[Saved entries]
>>>>>

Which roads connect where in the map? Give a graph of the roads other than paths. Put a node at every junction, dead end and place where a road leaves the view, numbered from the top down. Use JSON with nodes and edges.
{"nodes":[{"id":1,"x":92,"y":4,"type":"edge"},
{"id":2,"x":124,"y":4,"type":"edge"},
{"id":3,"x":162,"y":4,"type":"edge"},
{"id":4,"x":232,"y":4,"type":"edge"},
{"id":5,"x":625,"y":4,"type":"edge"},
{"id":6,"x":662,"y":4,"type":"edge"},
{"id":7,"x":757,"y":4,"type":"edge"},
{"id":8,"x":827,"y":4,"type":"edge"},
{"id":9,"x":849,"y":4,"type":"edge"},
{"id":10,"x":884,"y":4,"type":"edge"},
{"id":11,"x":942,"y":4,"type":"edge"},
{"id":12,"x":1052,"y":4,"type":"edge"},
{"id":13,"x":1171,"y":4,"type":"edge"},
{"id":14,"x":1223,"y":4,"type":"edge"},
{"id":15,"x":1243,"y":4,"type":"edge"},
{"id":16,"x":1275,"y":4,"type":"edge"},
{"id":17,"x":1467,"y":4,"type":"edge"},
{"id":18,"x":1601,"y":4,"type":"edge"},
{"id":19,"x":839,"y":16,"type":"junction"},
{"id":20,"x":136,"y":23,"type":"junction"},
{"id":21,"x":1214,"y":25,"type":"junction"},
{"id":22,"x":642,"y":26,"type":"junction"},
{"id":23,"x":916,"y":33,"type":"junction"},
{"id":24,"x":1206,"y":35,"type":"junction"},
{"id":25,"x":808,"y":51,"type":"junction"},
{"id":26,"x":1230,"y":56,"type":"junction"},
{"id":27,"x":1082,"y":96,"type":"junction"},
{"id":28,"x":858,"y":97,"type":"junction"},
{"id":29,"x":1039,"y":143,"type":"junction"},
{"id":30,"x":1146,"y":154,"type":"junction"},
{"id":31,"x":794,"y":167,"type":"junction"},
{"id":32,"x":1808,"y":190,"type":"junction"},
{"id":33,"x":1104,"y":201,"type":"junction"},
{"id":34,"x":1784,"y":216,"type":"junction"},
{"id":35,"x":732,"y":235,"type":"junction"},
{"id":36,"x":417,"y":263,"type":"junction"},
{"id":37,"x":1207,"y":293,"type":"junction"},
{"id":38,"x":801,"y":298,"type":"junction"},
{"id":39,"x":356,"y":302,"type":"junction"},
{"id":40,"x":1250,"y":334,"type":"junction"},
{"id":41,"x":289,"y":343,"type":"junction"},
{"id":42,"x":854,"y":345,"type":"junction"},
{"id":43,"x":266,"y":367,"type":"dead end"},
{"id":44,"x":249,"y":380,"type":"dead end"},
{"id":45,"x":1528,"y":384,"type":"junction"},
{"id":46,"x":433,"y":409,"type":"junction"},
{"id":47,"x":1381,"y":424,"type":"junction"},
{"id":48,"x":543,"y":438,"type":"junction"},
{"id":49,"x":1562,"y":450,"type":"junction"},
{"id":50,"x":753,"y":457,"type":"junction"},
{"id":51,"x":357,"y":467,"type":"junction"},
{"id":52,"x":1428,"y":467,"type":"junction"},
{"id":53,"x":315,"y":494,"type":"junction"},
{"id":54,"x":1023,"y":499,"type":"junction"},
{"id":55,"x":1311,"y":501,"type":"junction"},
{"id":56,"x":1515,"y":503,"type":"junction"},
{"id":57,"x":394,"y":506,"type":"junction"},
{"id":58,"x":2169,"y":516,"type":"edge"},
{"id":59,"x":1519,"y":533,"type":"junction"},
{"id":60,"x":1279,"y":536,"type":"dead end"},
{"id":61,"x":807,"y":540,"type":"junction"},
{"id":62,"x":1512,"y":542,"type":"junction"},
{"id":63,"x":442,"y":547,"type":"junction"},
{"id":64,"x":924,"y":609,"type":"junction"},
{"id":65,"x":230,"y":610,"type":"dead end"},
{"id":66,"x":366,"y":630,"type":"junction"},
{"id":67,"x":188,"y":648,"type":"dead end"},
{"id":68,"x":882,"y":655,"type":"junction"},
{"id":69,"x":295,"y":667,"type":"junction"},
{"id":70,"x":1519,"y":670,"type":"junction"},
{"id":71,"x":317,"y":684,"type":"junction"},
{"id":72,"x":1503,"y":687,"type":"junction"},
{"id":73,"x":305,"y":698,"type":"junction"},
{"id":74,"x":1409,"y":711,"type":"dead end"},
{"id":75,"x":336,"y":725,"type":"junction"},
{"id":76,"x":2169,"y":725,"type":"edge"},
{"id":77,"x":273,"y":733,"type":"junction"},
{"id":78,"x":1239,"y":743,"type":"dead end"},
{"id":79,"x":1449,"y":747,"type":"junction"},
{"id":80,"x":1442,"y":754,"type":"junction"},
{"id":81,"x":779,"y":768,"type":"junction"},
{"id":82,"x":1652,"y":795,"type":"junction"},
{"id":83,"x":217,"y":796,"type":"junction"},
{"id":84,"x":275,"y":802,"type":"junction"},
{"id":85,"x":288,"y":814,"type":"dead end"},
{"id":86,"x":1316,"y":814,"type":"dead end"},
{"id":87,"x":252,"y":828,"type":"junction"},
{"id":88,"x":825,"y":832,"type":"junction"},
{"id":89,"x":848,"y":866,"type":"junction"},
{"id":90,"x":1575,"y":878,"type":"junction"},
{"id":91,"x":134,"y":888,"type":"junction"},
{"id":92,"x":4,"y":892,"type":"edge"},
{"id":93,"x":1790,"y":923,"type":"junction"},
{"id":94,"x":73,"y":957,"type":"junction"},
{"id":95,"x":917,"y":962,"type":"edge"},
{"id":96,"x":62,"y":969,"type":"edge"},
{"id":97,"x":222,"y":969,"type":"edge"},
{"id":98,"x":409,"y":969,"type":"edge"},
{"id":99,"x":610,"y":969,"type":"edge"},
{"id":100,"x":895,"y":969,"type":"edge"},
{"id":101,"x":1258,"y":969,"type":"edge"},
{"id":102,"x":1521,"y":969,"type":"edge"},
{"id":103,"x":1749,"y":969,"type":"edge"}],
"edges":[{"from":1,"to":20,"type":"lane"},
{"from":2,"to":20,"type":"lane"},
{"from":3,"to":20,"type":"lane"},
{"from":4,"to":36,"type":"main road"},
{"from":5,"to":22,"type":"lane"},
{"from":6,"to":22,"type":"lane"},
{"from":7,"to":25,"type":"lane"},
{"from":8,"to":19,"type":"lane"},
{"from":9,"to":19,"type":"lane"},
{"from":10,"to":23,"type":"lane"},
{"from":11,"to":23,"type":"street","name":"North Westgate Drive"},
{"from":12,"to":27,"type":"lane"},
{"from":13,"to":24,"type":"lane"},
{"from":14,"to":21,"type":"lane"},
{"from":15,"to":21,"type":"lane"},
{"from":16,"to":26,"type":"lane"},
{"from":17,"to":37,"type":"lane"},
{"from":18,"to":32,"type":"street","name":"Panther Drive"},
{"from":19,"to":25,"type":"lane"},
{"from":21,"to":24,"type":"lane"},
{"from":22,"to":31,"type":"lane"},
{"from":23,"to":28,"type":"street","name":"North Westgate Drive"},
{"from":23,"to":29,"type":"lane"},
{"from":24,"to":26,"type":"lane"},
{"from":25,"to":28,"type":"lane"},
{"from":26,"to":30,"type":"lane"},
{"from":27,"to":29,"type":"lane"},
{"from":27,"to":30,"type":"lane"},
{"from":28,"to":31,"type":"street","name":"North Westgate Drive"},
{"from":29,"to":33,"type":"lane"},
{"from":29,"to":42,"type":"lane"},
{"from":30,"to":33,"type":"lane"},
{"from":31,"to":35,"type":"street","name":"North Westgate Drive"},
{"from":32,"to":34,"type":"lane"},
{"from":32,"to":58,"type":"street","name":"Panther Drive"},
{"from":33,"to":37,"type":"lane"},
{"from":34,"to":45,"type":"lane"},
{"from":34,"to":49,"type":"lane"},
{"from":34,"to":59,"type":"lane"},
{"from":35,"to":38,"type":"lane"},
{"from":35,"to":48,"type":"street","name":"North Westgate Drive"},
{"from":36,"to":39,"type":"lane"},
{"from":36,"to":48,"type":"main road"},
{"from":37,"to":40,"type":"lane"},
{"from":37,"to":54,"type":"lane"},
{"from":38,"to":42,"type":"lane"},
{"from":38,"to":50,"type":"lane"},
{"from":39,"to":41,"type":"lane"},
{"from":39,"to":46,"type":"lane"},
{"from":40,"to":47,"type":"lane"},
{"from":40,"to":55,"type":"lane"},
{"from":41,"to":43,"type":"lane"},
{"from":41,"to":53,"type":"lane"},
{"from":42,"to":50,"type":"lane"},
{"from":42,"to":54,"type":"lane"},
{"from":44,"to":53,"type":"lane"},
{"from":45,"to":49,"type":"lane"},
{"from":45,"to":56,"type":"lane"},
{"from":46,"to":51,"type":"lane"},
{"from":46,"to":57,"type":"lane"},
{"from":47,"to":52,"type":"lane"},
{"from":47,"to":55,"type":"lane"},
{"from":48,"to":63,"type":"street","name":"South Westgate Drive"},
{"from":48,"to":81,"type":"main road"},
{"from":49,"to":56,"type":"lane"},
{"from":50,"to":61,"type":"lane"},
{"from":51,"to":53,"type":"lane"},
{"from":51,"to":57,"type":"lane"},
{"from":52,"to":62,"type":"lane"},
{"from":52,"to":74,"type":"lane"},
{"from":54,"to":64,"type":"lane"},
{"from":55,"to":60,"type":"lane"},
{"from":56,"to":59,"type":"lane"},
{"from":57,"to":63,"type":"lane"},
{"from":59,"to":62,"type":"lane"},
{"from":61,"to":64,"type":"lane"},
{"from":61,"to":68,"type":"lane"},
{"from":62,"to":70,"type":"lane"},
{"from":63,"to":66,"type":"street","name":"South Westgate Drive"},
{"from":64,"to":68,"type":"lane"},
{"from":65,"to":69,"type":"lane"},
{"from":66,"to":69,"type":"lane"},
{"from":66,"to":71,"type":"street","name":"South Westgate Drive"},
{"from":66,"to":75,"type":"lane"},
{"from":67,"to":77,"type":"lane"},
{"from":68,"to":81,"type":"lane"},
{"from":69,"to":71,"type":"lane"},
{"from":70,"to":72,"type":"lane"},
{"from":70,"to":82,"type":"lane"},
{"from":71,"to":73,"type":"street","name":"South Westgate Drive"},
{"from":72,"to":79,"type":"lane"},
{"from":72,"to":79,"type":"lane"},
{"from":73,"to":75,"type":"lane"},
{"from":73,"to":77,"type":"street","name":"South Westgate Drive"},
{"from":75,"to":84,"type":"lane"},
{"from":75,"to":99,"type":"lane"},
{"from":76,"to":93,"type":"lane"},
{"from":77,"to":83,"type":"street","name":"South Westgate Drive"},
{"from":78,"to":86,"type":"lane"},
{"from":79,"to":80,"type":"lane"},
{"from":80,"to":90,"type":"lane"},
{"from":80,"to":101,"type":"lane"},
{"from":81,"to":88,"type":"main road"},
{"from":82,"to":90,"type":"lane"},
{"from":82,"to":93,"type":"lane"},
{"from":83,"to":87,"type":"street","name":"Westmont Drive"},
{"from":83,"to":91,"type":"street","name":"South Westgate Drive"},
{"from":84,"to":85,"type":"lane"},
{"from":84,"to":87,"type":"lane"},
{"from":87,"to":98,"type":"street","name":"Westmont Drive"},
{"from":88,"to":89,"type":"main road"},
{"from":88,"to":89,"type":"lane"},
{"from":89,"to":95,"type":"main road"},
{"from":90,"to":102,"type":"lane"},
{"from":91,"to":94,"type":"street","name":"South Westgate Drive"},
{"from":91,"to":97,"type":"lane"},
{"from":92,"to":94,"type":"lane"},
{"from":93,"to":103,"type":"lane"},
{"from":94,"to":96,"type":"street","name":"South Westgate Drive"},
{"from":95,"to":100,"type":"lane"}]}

<<<<<

■ Problem to work on:
Each line above that has the word "South" must be copied.

■ Finished task:
{"from":48,"to":63,"type":"street","name":"South Westgate Drive"},
{"from":63,"to":66,"type":"street","name":"South Westgate Drive"},
{"from":66,"to":71,"type":"street","name":"South Westgate Drive"},
{"from":71,"to":73,"type":"street","name":"South Westgate Drive"},
{"from":73,"to":77,"type":"street","name":"South Westgate Drive"},
{"from":77,"to":83,"type":"street","name":"South Westgate Drive"},
{"from":83,"to":91,"type":"street","name":"South Westgate Drive"},
{"from":91,"to":94,"type":"street","name":"South Westgate Drive"},
{"from":94,"to":96,"type":"street","name":"South Westgate Drive"},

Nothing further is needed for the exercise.